AP Music Theory Exam Info
Download PDFThe AP Music Theory Exam will test your understanding of the musical concepts covered in the course units, including your ability to analyze performed and notated music and to sing melodies from a written score (sight sing).
In this exam, you’ll complete the multiple-choice and written free-response sections on paper, and you’ll record your sight-singing free response on a device supplied by the testing school.
AP Music Theory Exam
This is the regularly scheduled date for the AP Music Theory Exam.
Exam Components
Section 1: Multiple Choice
There are two types of multiple-choice questions on the exam:
- Questions based on aural stimulus test your listening skill and knowledge about theory largely in the context of examples from actual musical scores. Some questions will cover identification of isolated pitch and rhythmic patterns, while others may test your skill in aural analysis of more complex musical excerpts. (41–43 questions, ~45 minutes)
- Questions based on analysis of printed music scores emphasize knowledge of score analysis, including small-scale and large-scale harmonic procedures; melodic organization and developmental procedures; rhythmic/metric organization; texture; and formal devices and/or procedures. You may also see questions about musical terminology, notational skills, and basic compositional skills. (32–34 questions, 35 minutes)
There are 10–12 individual questions and 13 sets made up of 4–6 questions each.
All stimulus materials throughout the exam represent a variety of historical style periods, including baroque, classical, romantic, late 19th or 20th century, and contemporary (world music, jazz, or pop).
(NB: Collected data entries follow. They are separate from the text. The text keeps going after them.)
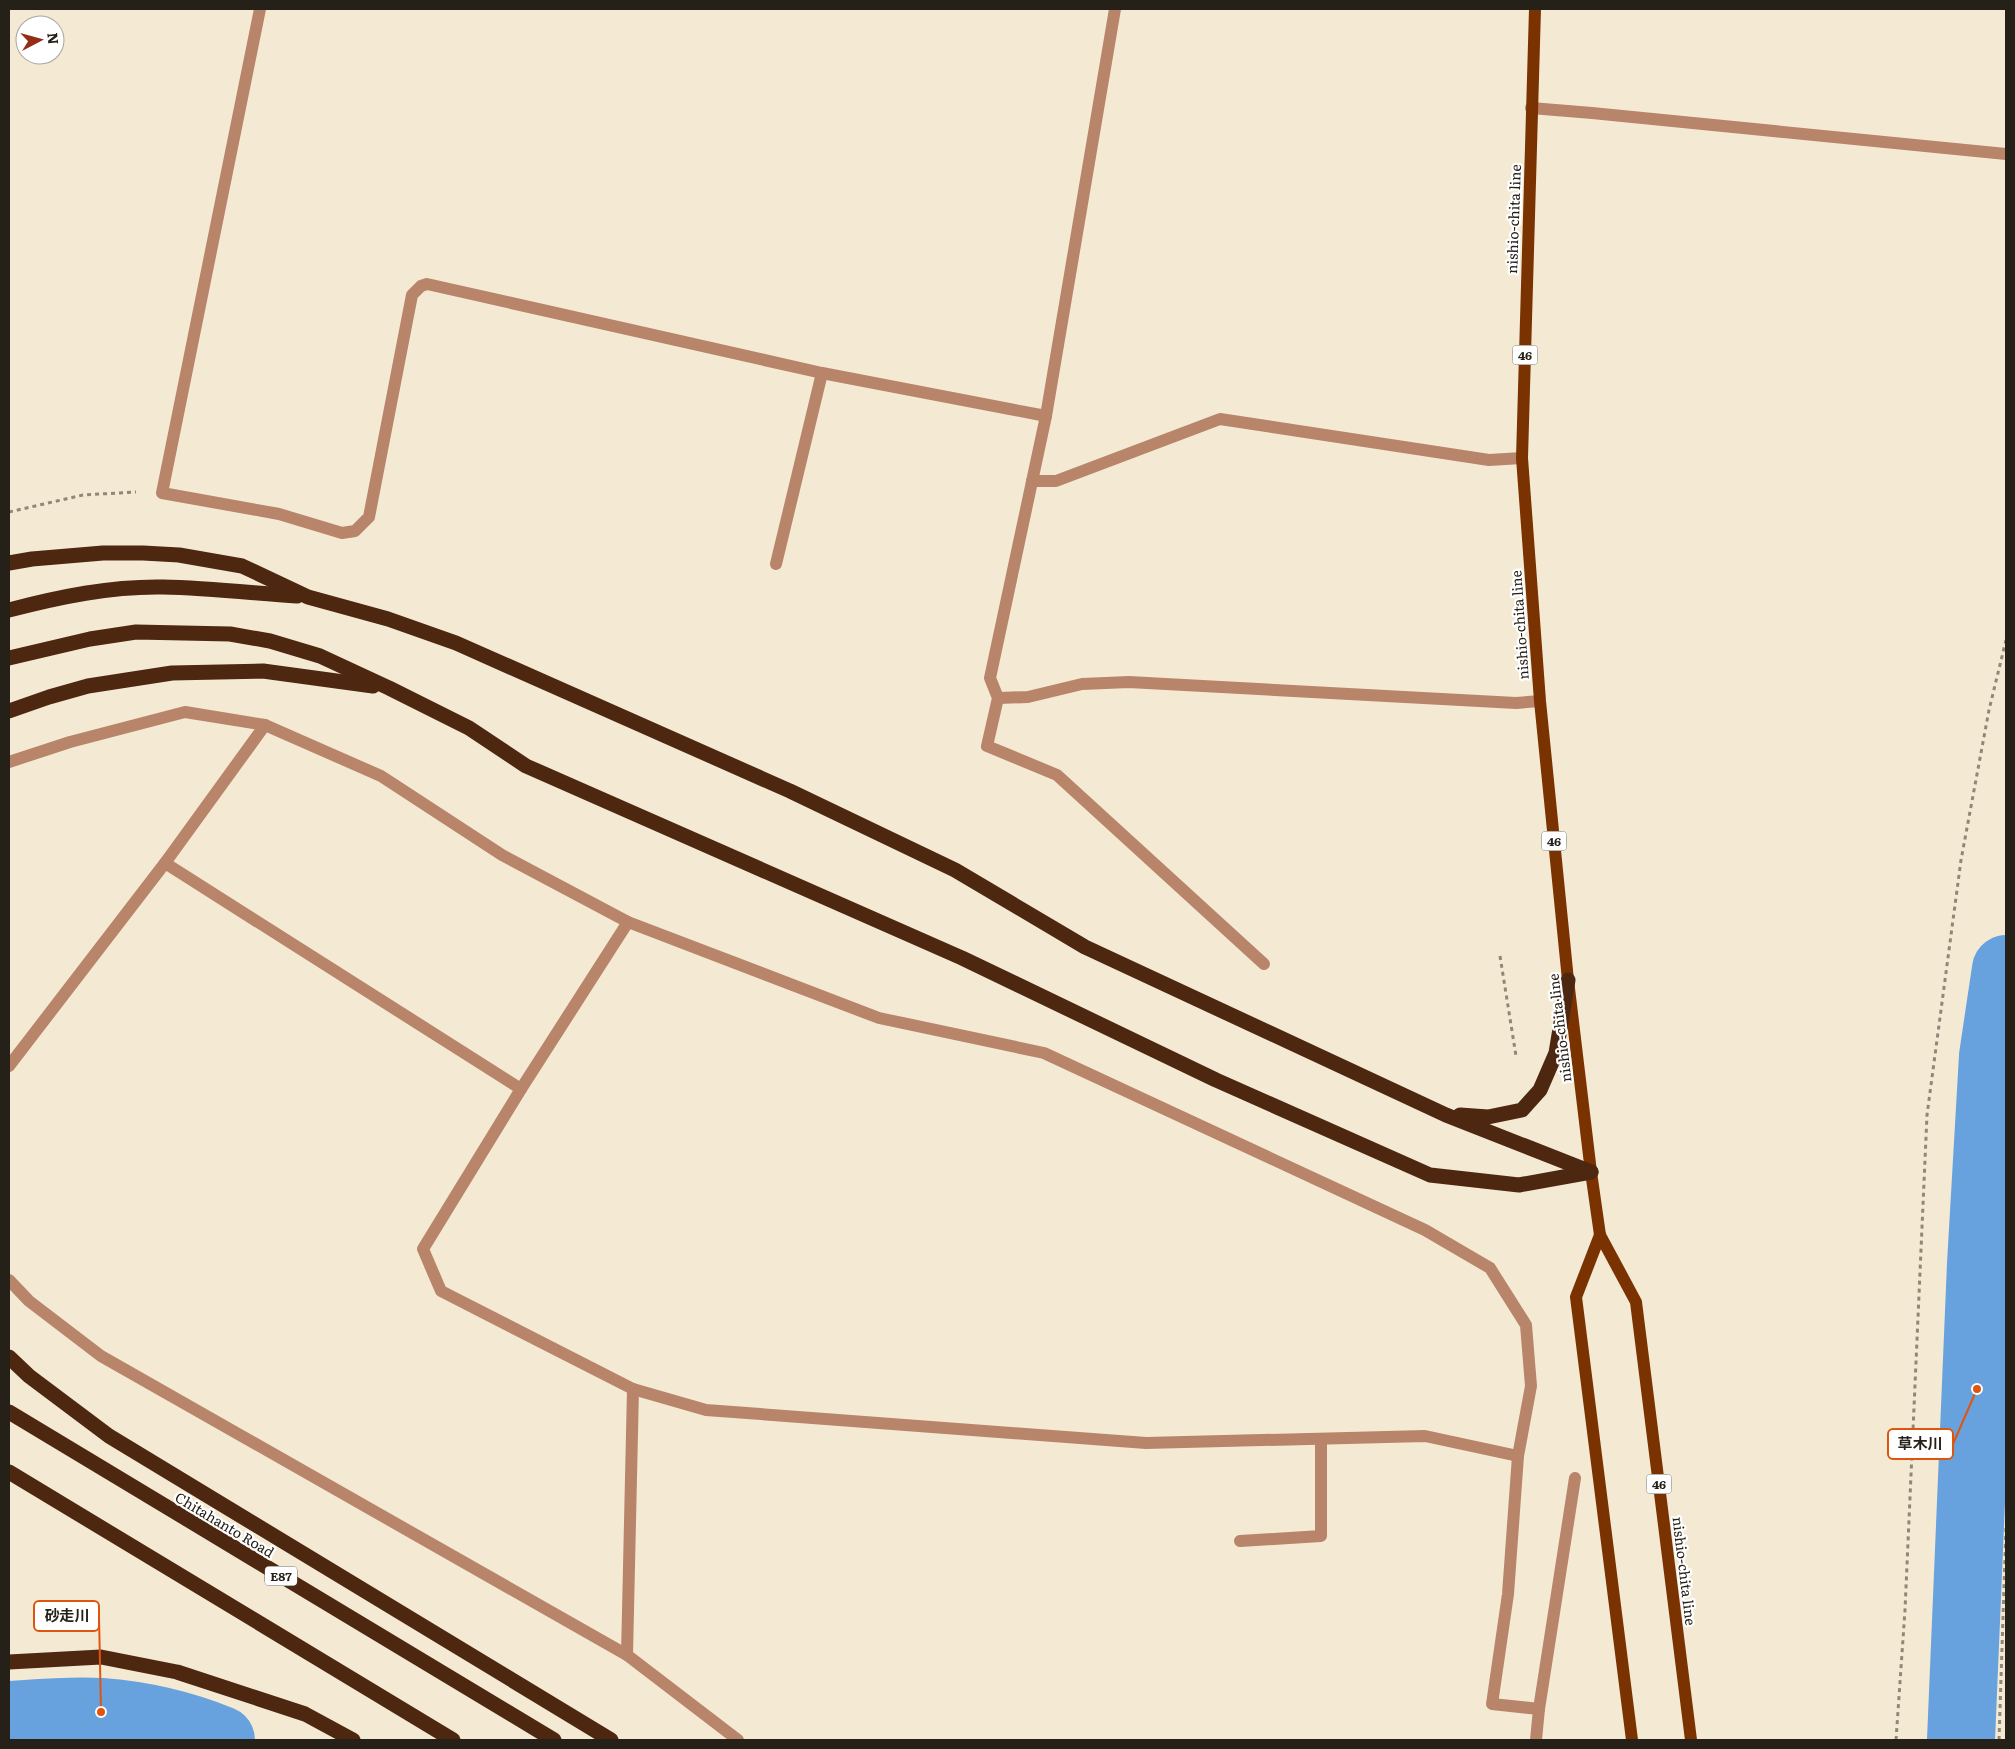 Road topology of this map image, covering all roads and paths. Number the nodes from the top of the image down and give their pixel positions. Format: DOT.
graph roads {
  1 [pos="260,9"];
  2 [pos="1115,9"];
  3 [pos="1535,9"];
  4 [pos="1531,108"];
  5 [pos="2006,154"];
  6 [pos="822,373"];
  7 [pos="1046,416"];
  8 [pos="1522,458"];
  9 [pos="1032,481"];
  10 [pos="162,493"];
  11 [pos="9,512"];
  12 [pos="9,563"];
  13 [pos="776,564"];
  14 [pos="308,597"];
  15 [pos="9,610"];
  16 [pos="2006,640"];
  17 [pos="9,658"];
  18 [pos="389,688"];
  19 [pos="998,698"];
  20 [pos="1540,701"];
  21 [pos="9,711"];
  22 [pos="265,725"];
  23 [pos="9,762"];
  24 [pos="165,863"];
  25 [pos="628,922"];
  26 [pos="1500,956"];
  27 [pos="1264,964"];
  28 [pos="1568,980"];
  29 [pos="1516,1056"];
  30 [pos="9,1066"];
  31 [pos="521,1089"];
  32 [pos="1446,1115"];
  33 [pos="1591,1172"];
  34 [pos="1600,1236"];
  35 [pos="9,1280"];
  36 [pos="9,1357"];
  37 [pos="633,1389"];
  38 [pos="9,1412"];
  39 [pos="1321,1439"];
  40 [pos="1518,1456"];
  41 [pos="9,1472"];
  42 [pos="1575,1478"];
  43 [pos="2006,1526"];
  44 [pos="1240,1541"];
  45 [pos="627,1655"];
  46 [pos="9,1662"];
  47 [pos="1539,1709"];
  48 [pos="353,1740"];
  49 [pos="453,1740"];
  50 [pos="554,1740"];
  51 [pos="611,1740"];
  52 [pos="738,1740"];
  53 [pos="1536,1740"];
  54 [pos="1632,1740"];
  55 [pos="1691,1740"];
  56 [pos="1896,1740"];
  57 [pos="1999,1740"];
  1 -- 10 [label="street"];
  2 -- 7 [label="street"];
  3 -- 4 [label="main road, nishio-chita line / 46"];
  4 -- 5 [label="street"];
  4 -- 8 [label="main road, nishio-chita line / 46"];
  6 -- 7 [label="street"];
  6 -- 10 [label="street"];
  6 -- 13 [label="street"];
  7 -- 9 [label="street"];
  8 -- 9 [label="street"];
  8 -- 20 [label="main road, nishio-chita line / 46"];
  9 -- 19 [label="street"];
  10 -- 11 [label="path"];
  12 -- 14 [label="highway"];
  14 -- 15 [label="highway"];
  14 -- 32 [label="highway"];
  16 -- 56 [label="path"];
  17 -- 18 [label="highway"];
  18 -- 21 [label="highway"];
  18 -- 33 [label="highway"];
  19 -- 20 [label="street"];
  19 -- 27 [label="street"];
  20 -- 28 [label="main road, nishio-chita line / 46"];
  22 -- 23 [label="street"];
  22 -- 24 [label="street"];
  22 -- 25 [label="street"];
  24 -- 30 [label="street"];
  24 -- 31 [label="street"];
  25 -- 31 [label="street"];
  25 -- 40 [label="street"];
  26 -- 29 [label="path"];
  28 -- 32 [label="highway"];
  28 -- 33 [label="main road, nishio-chita line / 46"];
  31 -- 37 [label="street"];
  32 -- 33 [label="highway"];
  33 -- 34 [label="main road, nishio-chita line / 46"];
  34 -- 54 [label="main road, nishio-chita line / 46"];
  34 -- 55 [label="main road, nishio-chita line / 46"];
  35 -- 45 [label="street"];
  36 -- 51 [label="highway"];
  37 -- 39 [label="street"];
  37 -- 45 [label="street"];
  38 -- 50 [label="highway, Chitahanto Road / E87"];
  39 -- 40 [label="street"];
  39 -- 44 [label="street"];
  40 -- 47 [label="street"];
  41 -- 49 [label="highway"];
  42 -- 47 [label="street"];
  43 -- 57 [label="path"];
  45 -- 52 [label="street"];
  46 -- 48 [label="highway"];
  47 -- 53 [label="street"];
}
Both instrumental and vocal music are represented.
Section 2A: Free Response: Written
The seven questions include:
- 2 melodic dictation questions
- 2 harmonic dictation questions
- 1 question about part writing from figured bass
- 1 question about part writing from Roman numerals
- 1 question about harmonization of a melody
Section 2B: Free Response: Sight-Singing
You’ll be asked to sing and record two brief, primarily diatonic melodies (of about 4–8 bars).
- You will have 75 seconds to examine and practice each melody and 30 seconds to perform it.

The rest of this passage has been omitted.